**Exercise objective:**
Every line in the data below that holds "points" should be found and copied.

**Records to process:**
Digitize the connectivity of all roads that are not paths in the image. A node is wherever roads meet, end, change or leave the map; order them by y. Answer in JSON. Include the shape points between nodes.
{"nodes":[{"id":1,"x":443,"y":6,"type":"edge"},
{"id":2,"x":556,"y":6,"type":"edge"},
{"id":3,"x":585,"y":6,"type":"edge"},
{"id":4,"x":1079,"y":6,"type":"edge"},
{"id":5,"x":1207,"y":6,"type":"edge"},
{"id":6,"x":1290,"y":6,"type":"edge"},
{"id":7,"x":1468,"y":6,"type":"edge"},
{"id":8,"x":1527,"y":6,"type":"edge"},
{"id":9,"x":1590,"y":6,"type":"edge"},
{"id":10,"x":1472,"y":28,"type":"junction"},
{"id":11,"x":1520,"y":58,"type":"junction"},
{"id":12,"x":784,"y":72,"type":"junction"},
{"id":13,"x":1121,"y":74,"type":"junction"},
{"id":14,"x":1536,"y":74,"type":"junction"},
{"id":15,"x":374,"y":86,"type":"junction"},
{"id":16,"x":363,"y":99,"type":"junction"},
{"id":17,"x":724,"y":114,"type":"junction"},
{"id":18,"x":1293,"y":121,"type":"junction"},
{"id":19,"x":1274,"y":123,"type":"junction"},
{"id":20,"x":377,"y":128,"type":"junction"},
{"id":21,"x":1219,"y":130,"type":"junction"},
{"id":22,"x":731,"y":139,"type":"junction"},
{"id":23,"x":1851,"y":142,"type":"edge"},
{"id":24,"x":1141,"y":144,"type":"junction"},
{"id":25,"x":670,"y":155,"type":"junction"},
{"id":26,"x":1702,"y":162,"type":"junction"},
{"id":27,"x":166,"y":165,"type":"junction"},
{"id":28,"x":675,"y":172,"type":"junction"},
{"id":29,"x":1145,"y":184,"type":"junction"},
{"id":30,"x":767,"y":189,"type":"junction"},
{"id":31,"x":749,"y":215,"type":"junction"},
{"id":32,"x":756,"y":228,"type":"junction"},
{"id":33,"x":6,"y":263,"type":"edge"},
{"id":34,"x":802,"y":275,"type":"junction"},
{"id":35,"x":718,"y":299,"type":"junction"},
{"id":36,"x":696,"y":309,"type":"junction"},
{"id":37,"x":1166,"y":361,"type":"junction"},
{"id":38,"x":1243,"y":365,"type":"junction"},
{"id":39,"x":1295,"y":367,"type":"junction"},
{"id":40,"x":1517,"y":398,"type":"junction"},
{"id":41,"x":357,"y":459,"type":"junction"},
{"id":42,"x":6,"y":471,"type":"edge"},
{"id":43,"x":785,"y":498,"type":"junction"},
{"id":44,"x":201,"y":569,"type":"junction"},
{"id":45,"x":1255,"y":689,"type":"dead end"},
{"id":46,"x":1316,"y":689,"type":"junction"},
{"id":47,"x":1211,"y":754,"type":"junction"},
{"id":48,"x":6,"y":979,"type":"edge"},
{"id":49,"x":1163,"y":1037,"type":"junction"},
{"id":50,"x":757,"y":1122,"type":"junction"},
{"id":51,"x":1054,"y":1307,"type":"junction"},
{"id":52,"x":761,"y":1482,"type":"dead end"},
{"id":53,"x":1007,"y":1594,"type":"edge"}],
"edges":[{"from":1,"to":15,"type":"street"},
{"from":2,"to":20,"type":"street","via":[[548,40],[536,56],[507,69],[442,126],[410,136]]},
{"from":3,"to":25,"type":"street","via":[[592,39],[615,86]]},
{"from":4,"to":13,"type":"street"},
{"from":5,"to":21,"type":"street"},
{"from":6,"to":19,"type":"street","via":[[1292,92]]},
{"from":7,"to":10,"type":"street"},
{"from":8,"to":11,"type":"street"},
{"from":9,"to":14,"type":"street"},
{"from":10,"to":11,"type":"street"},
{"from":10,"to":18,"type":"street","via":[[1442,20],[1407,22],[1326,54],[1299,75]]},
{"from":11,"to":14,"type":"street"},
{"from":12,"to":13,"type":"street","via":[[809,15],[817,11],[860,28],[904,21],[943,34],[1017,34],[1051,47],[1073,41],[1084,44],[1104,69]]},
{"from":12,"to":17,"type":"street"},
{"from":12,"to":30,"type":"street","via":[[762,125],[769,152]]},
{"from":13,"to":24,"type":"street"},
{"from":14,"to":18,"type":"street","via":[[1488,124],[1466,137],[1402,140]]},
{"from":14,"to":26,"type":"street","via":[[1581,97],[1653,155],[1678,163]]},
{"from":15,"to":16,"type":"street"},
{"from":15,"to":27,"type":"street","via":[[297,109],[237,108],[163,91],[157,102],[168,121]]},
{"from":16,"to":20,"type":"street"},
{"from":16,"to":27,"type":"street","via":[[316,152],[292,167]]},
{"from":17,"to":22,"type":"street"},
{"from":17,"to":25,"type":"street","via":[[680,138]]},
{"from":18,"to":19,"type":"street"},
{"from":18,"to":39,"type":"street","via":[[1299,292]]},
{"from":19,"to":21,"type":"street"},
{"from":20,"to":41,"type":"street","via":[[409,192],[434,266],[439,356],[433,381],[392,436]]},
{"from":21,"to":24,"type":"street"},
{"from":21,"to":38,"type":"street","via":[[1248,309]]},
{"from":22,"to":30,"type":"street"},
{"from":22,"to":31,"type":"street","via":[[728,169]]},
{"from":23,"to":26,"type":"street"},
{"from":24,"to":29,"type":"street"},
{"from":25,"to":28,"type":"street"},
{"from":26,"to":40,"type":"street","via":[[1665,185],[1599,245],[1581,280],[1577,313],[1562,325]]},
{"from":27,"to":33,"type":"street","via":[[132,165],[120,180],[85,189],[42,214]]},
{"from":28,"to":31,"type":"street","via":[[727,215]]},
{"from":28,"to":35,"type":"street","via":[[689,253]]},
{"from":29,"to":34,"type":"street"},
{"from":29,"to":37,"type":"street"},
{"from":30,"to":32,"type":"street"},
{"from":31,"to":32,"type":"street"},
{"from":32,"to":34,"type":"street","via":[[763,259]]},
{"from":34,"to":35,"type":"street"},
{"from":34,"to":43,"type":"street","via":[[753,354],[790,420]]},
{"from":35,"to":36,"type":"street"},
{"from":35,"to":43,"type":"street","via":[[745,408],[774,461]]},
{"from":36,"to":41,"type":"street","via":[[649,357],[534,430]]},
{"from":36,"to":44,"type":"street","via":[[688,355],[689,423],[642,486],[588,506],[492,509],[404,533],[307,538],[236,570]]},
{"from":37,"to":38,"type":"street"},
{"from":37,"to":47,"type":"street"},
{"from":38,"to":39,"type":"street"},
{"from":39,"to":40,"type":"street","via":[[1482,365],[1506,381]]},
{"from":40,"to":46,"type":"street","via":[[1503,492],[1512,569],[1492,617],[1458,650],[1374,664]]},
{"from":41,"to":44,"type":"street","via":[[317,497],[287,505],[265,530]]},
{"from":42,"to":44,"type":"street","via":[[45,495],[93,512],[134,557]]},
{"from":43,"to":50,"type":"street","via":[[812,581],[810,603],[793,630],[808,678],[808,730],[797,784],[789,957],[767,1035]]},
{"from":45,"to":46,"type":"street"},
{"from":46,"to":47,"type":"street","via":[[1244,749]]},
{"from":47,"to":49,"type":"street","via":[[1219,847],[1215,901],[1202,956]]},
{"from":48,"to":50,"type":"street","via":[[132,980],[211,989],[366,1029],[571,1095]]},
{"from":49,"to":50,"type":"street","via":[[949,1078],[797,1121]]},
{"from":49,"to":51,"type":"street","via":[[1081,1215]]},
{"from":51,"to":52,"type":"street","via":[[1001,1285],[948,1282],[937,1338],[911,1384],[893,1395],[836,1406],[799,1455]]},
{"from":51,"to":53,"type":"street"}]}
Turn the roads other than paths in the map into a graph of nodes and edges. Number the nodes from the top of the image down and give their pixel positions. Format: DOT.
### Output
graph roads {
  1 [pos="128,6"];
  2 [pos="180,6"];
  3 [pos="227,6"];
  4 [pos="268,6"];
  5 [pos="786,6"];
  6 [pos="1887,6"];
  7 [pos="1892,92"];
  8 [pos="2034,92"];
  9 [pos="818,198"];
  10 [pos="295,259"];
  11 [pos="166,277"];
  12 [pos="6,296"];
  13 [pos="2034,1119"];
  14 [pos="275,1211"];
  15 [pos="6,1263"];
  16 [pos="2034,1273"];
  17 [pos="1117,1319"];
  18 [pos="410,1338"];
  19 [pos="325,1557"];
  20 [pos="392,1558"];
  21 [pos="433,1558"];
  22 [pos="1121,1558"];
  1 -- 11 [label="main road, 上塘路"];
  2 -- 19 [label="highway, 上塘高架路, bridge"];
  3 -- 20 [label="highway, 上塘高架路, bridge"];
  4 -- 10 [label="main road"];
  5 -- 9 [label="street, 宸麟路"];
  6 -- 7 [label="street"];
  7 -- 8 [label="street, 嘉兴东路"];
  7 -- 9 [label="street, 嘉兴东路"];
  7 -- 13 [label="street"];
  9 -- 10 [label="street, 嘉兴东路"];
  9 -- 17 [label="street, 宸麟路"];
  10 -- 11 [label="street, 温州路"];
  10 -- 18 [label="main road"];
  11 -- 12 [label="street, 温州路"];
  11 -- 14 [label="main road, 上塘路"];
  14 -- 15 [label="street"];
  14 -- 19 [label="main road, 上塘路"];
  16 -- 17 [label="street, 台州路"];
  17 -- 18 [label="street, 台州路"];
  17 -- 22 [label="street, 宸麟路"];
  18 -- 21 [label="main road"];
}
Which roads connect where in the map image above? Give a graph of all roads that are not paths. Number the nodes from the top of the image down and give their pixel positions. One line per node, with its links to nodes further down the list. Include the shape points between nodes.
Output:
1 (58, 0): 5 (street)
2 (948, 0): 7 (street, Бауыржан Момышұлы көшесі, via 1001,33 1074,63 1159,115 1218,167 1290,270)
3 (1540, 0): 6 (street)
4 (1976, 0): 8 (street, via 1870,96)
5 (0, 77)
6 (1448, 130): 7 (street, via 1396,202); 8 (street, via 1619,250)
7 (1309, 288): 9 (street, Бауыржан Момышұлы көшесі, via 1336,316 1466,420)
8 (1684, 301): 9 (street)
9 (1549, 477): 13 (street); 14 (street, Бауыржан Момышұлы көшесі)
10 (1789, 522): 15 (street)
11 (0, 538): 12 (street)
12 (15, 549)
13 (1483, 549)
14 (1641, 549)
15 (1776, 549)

**Output for this task:**
Digitize the connectivity of all roads that are not paths in the image. A node is wherever roads meet, end, change or leave the map; order them by y. Answer in JSON. Include the shape points between nodes.
Which roads connect where in the map image above? Give a graph of all roads that are not paths. Number the nodes from the top of the image down and give their pixel positions. One line per node, with its links to nodes further down the list. Include the shape points between nodes.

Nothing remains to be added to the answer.